Cette armoire peut alimenter en énergie non seulement le centre de vacances, mais aussi des véhicules électriques V2G. « En partenariat avec Renault, nous allons avoir des véhicules V2G. Ces Zoé, qui ne sont pas commercialisées, sont adaptées par le constructeur pour fonctionner en décharge », expose Jo Brohan, président de Morbihan énergies, un établissement public de coopération intercommunale. Au même titre que l’armoire électrique, ces Zoé alimenteront le bâtiment du VVF en électricité si nécessaire. « Nous allons voir de quelle façon vont être employés ces véhicules et comment va être produite et stockée l’électricité au vu des consommations sur le site et des besoins de mobilité. C’est un apprentissage en cours », détaille Jo Brohan.

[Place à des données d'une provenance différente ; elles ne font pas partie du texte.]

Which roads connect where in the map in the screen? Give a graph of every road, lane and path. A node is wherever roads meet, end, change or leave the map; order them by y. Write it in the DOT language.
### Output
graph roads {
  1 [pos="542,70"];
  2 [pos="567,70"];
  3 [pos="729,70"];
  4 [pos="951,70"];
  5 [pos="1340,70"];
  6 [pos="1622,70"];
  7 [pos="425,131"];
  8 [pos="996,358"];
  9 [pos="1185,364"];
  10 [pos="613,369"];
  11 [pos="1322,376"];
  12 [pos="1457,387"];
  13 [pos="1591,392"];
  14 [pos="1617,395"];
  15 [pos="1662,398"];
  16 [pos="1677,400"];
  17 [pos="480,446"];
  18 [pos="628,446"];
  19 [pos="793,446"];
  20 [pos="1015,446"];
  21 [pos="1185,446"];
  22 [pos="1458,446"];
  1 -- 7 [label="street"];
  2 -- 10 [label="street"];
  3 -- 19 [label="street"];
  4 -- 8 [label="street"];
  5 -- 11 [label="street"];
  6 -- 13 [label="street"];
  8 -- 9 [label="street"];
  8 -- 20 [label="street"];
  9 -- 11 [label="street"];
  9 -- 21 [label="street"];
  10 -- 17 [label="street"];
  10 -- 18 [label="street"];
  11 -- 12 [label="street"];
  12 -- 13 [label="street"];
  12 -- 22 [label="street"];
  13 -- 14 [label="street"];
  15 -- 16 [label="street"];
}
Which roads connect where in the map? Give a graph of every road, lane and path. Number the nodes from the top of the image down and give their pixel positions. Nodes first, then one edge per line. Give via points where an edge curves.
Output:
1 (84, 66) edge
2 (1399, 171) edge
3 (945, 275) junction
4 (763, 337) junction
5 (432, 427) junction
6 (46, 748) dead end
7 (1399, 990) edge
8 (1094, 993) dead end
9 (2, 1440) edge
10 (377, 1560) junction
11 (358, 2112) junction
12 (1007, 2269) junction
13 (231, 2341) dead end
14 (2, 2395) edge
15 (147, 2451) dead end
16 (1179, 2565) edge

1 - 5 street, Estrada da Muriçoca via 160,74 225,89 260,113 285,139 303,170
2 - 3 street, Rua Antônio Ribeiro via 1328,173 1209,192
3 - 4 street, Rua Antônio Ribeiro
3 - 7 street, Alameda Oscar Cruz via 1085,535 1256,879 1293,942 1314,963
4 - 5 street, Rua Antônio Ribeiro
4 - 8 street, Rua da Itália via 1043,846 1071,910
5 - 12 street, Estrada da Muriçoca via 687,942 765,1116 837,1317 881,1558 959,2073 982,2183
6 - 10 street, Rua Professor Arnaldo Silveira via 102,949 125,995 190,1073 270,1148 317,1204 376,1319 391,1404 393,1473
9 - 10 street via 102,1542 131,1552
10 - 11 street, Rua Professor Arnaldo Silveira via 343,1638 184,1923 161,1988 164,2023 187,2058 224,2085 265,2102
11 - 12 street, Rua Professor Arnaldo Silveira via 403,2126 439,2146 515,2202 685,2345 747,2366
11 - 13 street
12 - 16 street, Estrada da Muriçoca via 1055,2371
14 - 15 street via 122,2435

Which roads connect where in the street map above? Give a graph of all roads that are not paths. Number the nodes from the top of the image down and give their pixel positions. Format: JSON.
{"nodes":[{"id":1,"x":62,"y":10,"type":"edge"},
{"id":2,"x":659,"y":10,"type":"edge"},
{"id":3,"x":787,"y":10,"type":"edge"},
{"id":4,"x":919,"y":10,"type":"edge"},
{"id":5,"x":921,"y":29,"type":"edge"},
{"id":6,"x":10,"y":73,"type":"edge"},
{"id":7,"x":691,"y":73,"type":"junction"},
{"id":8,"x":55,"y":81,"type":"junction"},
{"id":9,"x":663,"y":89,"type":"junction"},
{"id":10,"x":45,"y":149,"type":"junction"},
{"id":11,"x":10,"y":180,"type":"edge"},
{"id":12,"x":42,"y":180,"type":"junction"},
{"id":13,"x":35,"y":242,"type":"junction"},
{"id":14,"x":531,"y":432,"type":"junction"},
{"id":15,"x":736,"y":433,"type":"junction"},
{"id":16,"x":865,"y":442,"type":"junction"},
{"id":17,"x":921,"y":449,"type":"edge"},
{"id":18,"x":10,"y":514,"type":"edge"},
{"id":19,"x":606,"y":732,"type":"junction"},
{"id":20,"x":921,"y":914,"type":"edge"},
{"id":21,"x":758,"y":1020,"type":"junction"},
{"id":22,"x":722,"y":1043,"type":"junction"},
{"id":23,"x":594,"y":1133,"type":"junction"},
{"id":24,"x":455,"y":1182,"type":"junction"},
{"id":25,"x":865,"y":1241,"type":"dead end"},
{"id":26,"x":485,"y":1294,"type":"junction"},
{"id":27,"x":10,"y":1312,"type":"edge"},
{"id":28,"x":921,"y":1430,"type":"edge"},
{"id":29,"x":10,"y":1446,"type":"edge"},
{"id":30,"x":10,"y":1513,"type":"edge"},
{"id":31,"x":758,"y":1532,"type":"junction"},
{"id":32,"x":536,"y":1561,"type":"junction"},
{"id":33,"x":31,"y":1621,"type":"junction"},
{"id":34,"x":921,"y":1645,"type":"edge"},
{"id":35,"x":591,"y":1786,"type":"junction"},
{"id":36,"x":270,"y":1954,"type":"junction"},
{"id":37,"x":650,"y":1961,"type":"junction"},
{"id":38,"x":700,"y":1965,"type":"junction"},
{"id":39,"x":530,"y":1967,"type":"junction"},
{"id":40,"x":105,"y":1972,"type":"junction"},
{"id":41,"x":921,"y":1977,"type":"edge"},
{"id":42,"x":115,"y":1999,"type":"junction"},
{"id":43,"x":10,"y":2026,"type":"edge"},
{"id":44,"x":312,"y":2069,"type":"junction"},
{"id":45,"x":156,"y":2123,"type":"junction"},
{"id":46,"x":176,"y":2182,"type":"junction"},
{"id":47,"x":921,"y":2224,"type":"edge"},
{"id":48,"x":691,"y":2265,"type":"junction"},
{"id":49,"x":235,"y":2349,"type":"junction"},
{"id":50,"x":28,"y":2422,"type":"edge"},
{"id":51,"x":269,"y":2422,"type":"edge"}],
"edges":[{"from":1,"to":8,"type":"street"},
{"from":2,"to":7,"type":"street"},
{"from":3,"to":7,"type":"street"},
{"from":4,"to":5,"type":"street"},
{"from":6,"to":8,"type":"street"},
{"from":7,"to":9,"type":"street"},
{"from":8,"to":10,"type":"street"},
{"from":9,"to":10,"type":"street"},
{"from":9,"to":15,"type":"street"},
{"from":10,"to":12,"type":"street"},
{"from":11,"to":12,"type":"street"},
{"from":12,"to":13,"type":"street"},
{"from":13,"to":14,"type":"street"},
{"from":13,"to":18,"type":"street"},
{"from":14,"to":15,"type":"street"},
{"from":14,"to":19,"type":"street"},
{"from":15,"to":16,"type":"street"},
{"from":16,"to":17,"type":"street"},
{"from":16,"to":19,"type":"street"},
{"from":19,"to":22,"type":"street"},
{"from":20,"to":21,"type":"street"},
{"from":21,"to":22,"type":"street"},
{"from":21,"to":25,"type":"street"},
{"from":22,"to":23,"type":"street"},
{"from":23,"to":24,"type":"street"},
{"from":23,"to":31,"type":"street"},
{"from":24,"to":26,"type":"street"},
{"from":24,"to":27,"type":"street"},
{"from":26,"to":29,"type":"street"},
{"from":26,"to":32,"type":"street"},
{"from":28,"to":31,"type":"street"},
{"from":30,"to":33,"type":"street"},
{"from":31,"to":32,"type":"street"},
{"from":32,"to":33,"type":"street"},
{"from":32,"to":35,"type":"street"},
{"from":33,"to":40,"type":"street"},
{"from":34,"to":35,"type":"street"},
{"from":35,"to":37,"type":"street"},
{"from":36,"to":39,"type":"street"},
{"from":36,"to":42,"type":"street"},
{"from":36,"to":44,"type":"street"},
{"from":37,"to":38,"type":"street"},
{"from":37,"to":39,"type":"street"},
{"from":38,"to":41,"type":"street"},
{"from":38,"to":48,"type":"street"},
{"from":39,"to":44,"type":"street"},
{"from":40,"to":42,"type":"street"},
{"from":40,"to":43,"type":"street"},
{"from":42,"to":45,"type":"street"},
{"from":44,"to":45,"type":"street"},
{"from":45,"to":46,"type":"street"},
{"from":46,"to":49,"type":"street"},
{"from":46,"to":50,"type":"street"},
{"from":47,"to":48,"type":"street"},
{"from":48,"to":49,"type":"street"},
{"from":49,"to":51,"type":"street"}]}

Soulager le réseau électrique grâce aux véhicules en V2G
Une telle expérimentation amène à envisager, à l’échelle d’une île, la possibilité d’une production d’énergie renouvelable, de son stockage et de sa restitution si nécessaire par des véhicules électriques. Plus généralement, ces dispositifs de micro-grid peuvent eux aussi participer à soulager le réseau électrique en cas de tensions sur la demande. « Demain, ce n’est pas la quantité d’énergie consommée qui va poser problème, mais le moment de sa consommation », anticipe Jo Brohan. Et pour y répondre, il n’y aura sans doute jamais trop de véhicules électriques à l’arrêt…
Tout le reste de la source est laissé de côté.